*** Opening Dataset section ***

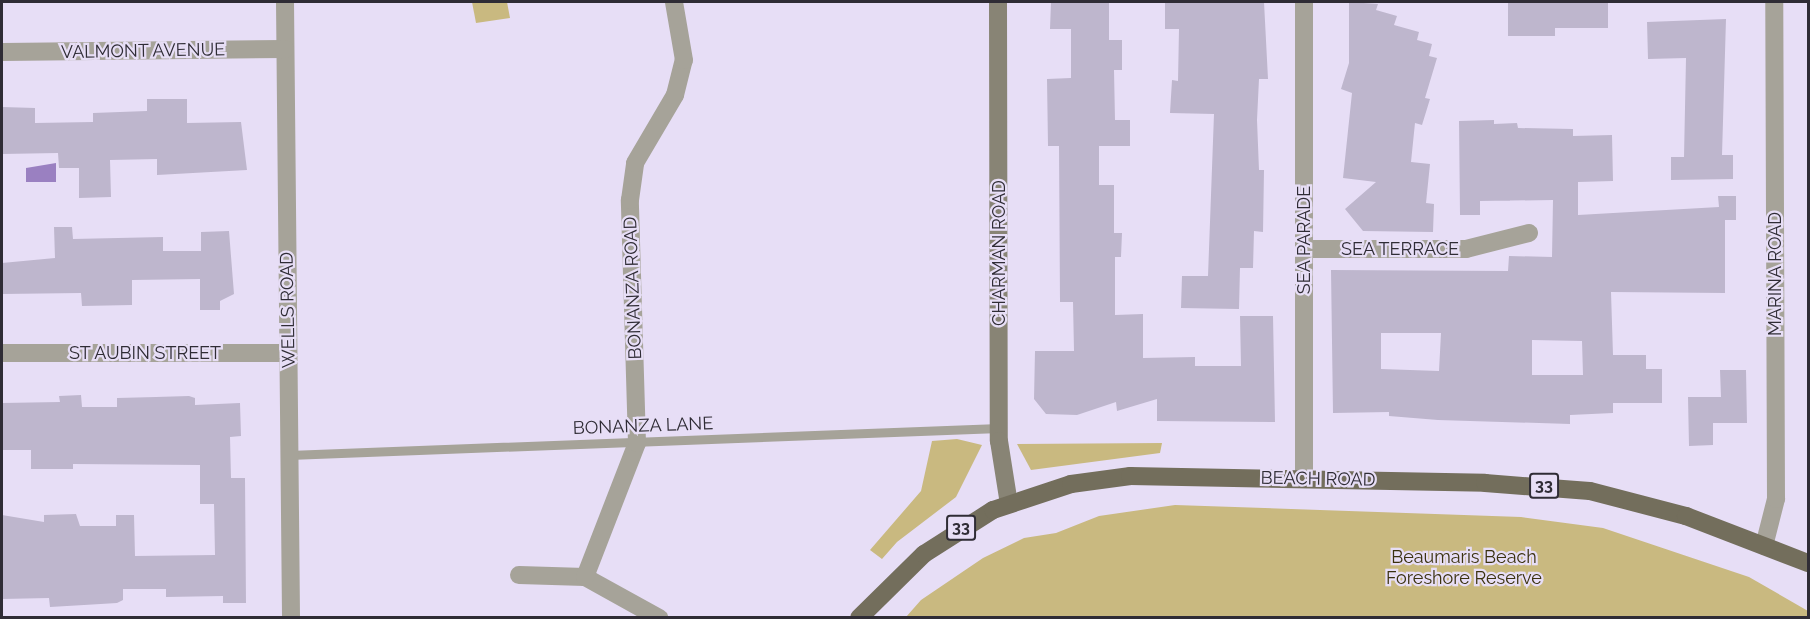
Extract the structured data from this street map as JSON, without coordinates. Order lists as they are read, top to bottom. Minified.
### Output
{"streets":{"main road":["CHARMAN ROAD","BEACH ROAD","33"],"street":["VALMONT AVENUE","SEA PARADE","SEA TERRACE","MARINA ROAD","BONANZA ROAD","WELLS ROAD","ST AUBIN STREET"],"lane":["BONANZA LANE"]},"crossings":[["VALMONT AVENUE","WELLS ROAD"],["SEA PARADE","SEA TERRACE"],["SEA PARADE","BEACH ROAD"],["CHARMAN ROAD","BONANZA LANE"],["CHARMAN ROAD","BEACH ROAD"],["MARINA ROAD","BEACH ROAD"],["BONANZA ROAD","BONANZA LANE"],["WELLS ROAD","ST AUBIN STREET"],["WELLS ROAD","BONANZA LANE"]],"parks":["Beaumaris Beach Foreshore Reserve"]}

*** Closing Dataset section ***

— What to do —
The whole listing, minus its images, should be repeated exactly.

— Task answer —
Extract the structured data from this street map as JSON, without coordinates. Order lists as they are read, top to bottom. Minified.
### Output
{"streets":{"main road":["CHARMAN ROAD","BEACH ROAD","33"],"street":["VALMONT AVENUE","SEA PARADE","SEA TERRACE","MARINA ROAD","BONANZA ROAD","WELLS ROAD","ST AUBIN STREET"],"lane":["BONANZA LANE"]},"crossings":[["VALMONT AVENUE","WELLS ROAD"],["SEA PARADE","SEA TERRACE"],["SEA PARADE","BEACH ROAD"],["CHARMAN ROAD","BONANZA LANE"],["CHARMAN ROAD","BEACH ROAD"],["MARINA ROAD","BEACH ROAD"],["BONANZA ROAD","BONANZA LANE"],["WELLS ROAD","ST AUBIN STREET"],["WELLS ROAD","BONANZA LANE"]],"parks":["Beaumaris Beach Foreshore Reserve"]}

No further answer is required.